Todos celebramos algún entierro
Los guerreros vuelven en forma de mariposas
Pero ahora ya paso el tiempo y la matamorfosis de la oruga cayo en picada muerta
Perdimos la dimensión heroica de la vida
Un sentido por que morir
Un fin elevadísimo
El mundo desencantado y las cosas sin su magia
Un lastimoso bienestar
Un angostamiento que nos aplana
Nos autoabsorvemos en un silencio asfixiante
Contanos cómo es callar
Vos que pudiste callarlo
Nos desvanecemos y
Cómo no gritarlo
Hoy nos volvimos a ver.
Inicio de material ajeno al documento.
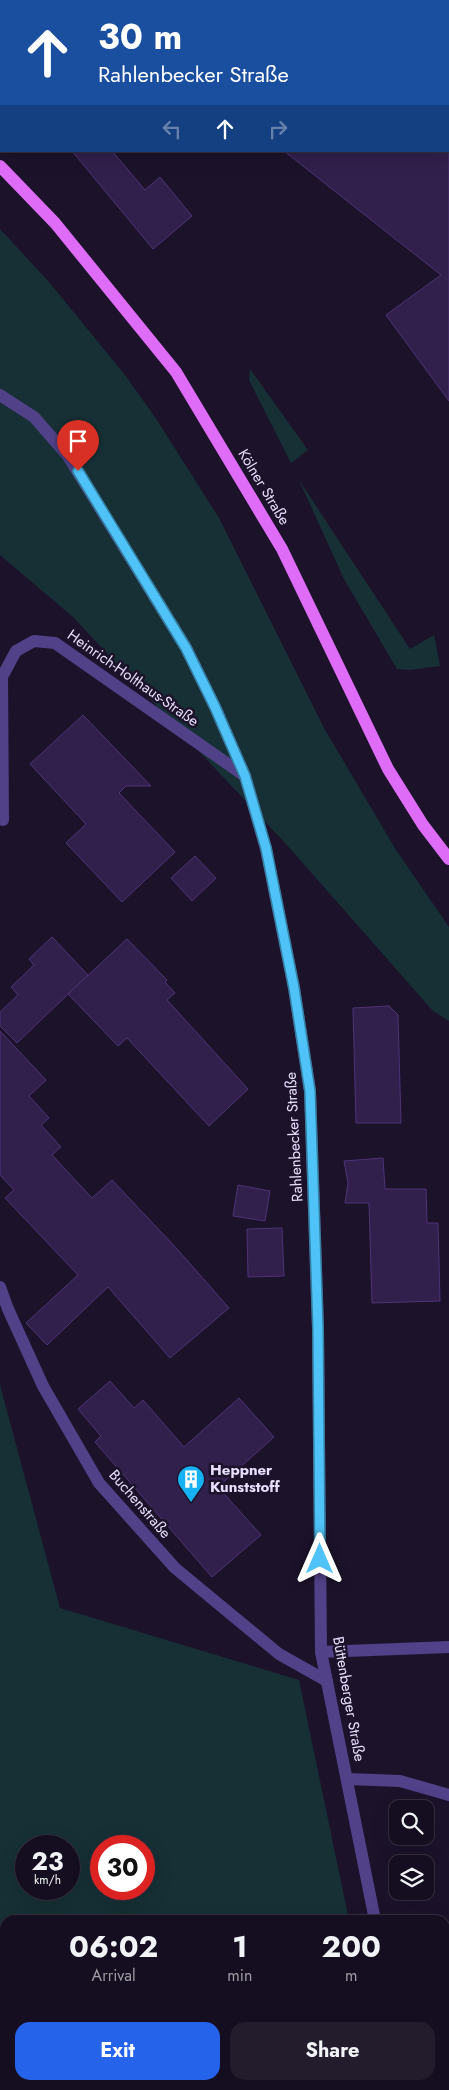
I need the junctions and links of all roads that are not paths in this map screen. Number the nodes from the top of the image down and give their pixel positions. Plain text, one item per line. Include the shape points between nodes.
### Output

Hola. Te escribo esto por vos y por mí. Para que sepas y para saber yo. Creo que esta constante inconstancia nunca desaparecerá. Avanzaré y retrocederé infinitamente hasta tu abrazo porque se, me enrollarás en tus brazos y mi cuerpo tan pequeño podría ser aplastado. Serás tan fuerte y contra tu pecho la dulce asfixia. La palma de tu mano en la cúspide de mi cabeza, me entierras en la tierra, me hundes en lo hondo. Hola. Vuelvo a vos, no se. Se podés también amplificarme. Pero con la posibilidad sola ya no alcanza. Me enferma. Me agota. Ya está, se acabó. Estamos viejos ya y yo estoy vieja, cansada de esto. No se si habrá alguna salida. Pero, ¿cómo no gritarlo? ¿Me querés ver llorar? ¿Porqué no te podré decir adiós? Abracadabra.